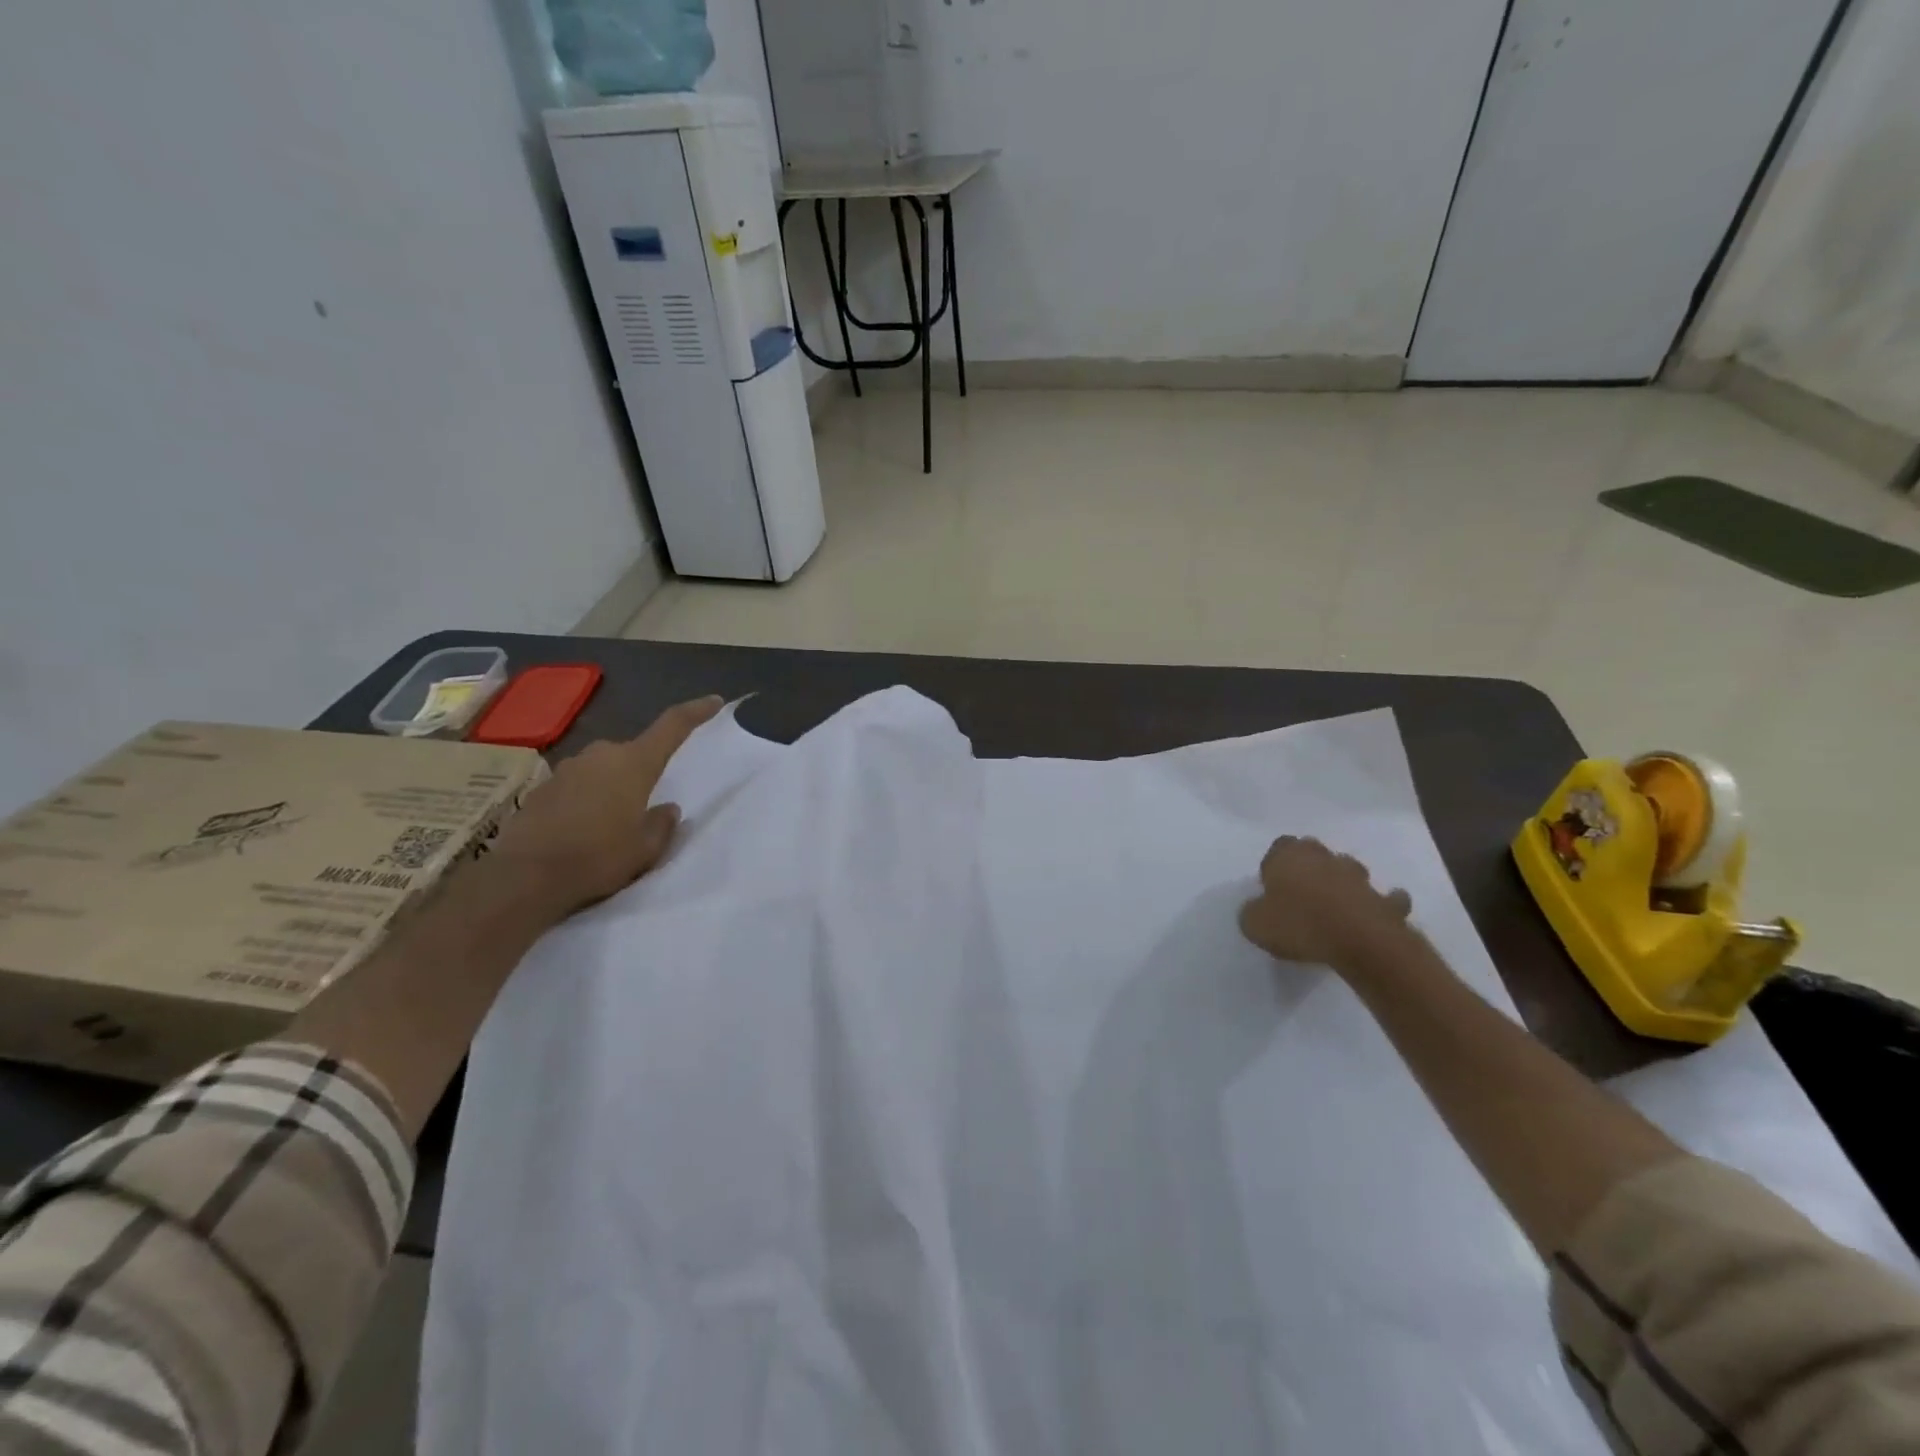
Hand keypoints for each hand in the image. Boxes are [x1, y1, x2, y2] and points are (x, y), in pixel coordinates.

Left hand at [490, 695, 723, 915]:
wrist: (524, 877)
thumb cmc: (597, 858)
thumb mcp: (645, 849)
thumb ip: (661, 824)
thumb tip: (667, 809)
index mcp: (634, 764)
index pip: (672, 726)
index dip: (695, 712)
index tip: (714, 701)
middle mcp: (601, 755)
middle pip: (633, 752)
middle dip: (642, 771)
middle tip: (645, 806)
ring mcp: (567, 769)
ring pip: (602, 769)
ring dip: (612, 787)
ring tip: (612, 824)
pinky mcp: (543, 788)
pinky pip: (576, 786)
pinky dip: (585, 800)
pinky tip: (581, 831)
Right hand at [1238, 835, 1413, 970]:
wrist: (1359, 941)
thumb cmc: (1299, 925)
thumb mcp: (1255, 924)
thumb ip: (1252, 912)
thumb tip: (1257, 909)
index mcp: (1288, 857)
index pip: (1279, 846)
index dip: (1275, 864)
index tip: (1272, 885)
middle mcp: (1324, 858)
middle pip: (1314, 852)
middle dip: (1309, 866)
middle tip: (1301, 892)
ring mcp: (1358, 877)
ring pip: (1348, 870)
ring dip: (1342, 882)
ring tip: (1334, 905)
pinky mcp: (1385, 900)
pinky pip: (1384, 899)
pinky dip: (1380, 904)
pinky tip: (1374, 915)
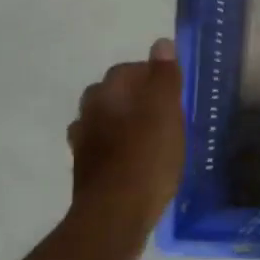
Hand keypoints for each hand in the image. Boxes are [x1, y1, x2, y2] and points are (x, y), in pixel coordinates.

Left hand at [67, 38, 185, 241]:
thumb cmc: (146, 158)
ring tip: (154, 137)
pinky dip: (118, 147)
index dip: (154, 76)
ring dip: (126, 122)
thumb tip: (161, 43)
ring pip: (106, 120)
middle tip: (168, 114)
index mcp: (107, 93)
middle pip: (114, 93)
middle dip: (138, 97)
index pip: (130, 69)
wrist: (115, 215)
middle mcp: (89, 111)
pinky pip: (104, 147)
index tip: (176, 93)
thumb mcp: (166, 112)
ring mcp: (83, 142)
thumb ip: (164, 77)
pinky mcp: (86, 169)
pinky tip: (136, 160)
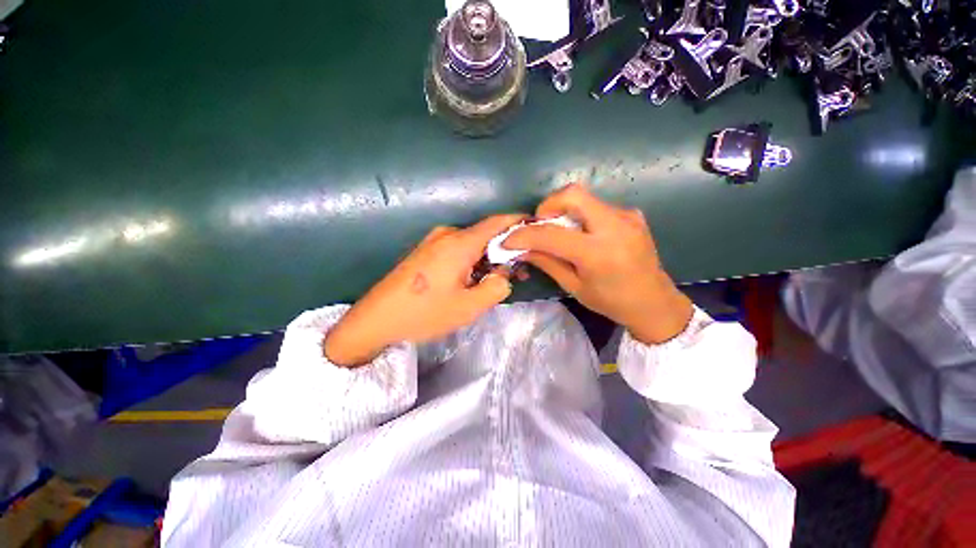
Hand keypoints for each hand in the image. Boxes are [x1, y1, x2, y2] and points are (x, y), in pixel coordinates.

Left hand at [324, 214, 525, 366]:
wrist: (376, 319)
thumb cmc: (424, 313)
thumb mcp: (468, 307)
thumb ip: (496, 287)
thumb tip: (503, 275)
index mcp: (459, 243)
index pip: (497, 222)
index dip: (519, 223)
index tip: (536, 230)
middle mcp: (447, 234)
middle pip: (486, 235)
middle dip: (505, 250)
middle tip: (517, 272)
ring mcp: (434, 241)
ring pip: (472, 244)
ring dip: (488, 258)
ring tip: (495, 280)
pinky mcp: (426, 251)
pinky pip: (458, 249)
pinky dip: (472, 260)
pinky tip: (473, 278)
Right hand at [505, 184, 692, 344]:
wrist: (655, 302)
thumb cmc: (612, 302)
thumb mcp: (574, 286)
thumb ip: (547, 262)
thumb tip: (522, 248)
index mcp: (598, 254)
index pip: (552, 234)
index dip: (524, 235)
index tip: (508, 239)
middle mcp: (615, 227)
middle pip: (573, 194)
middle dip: (548, 205)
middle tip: (539, 224)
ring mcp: (627, 216)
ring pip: (585, 198)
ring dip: (564, 211)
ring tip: (559, 232)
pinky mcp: (632, 214)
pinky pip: (597, 206)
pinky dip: (581, 216)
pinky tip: (583, 234)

□ □ □ □

EXERCISE DIRECTIONS:
Using the entries above, extract exactly the lines from the one that contains "index pip: (672, 726)" through the one that contains "middle tip: (539, 224)". Do not carry over any pictures.

ANSWER FOR THIS EXERCISE:
index pip: (672, 726)
index dip: (695, 712)
index tip: (714, 701)
middle mcp: (601, 755)
middle pip: (633, 752)
middle dip: (642, 771)
middle tip: (645, 806)
ring mcp: (567, 769)
ring pip: (602, 769)
ring dip: (612, 787)
ring tip: (612, 824)
pinky mcp: (543, 788)
pinky pip: (576, 786)
pinky dip: (585, 800)
pinky tip: (581, 831)
Right hand at [1238, 835, 1413, 970]:
wrist: (1359, 941)
thumb cmc: (1299, 925)
thumb mcp: (1255, 924)
thumb ip: (1252, 912)
thumb tip: (1257, 909)
index mcp: (1288, 857)
index pip: (1279, 846)
index dip: (1275, 864)
index tip: (1272, 885)
middle mcp: (1324, 858)
middle pip: (1314, 852)
middle dip: (1309, 866)
middle tip: (1301, 892)
ring mcp: (1358, 877)
ring pip: (1348, 870)
ring dip: (1342, 882)
ring tip: (1334, 905)
pinky mcp: (1385, 900)
pinky pip: (1384, 899)
pinky dip: (1380, 904)
pinky tip: (1374, 915)
Hand keypoints for each hand in the image. Boxes are [x1, y1, x2, y2] and points are (x, y), in pixel coordinates.

Left hand at [67, 38, 185, 241]:
thumb cmc: (146, 158)
ring tip: (154, 137)
pinky dip: (118, 147)
index dip: (154, 76)
ring dip: (126, 122)
thumb tip: (161, 43)
ring pip: (106, 120)
middle tip: (168, 114)
index mcp: (107, 93)
middle pip: (114, 93)
middle dip: (138, 97)
index pip: (130, 69)
wrist: (115, 215)
middle mcp: (89, 111)
pinky pip: (104, 147)
index tip: (176, 93)
thumb mcp: (166, 112)
ring mcp: (83, 142)
thumb ip: (164, 77)
pinky mcp: (86, 169)
pinky tip: (136, 160)
Hand keypoints for each hand in the image. Boxes are [x1, y1, x2, y2] and points are (x, y), in pixel coordinates.

Left hand at [324, 214, 525, 366]:
wrist: (376, 319)
thumb cmc: (424, 313)
thumb mcp: (468, 307)
thumb ip: (496, 287)
thumb tip: (503, 275)
index mcp: (459, 243)
index pip: (497, 222)
index dip: (519, 223)
index tip: (536, 230)
middle mcp: (447, 234)
middle pip: (486, 235)
middle dip: (505, 250)
middle tip: (517, 272)
ring mcp: (434, 241)
ring pip: (472, 244)
ring dip: (488, 258)
ring tip: (495, 280)
pinky mcp: (426, 251)
pinky pip: (458, 249)
pinky dip: (472, 260)
pinky tip: (473, 278)
Right hand at [505, 184, 692, 344]:
wrist: (655, 302)
thumb cmc: (612, 302)
thumb mcp: (574, 286)
thumb ip: (547, 262)
thumb tip: (522, 248)
index mcp: (598, 254)
index pip: (552, 234)
index dip: (524, 235)
index tip: (508, 239)
middle mcp: (615, 227)
middle pip: (573, 194)
middle dip: (548, 205)
middle tip: (539, 224)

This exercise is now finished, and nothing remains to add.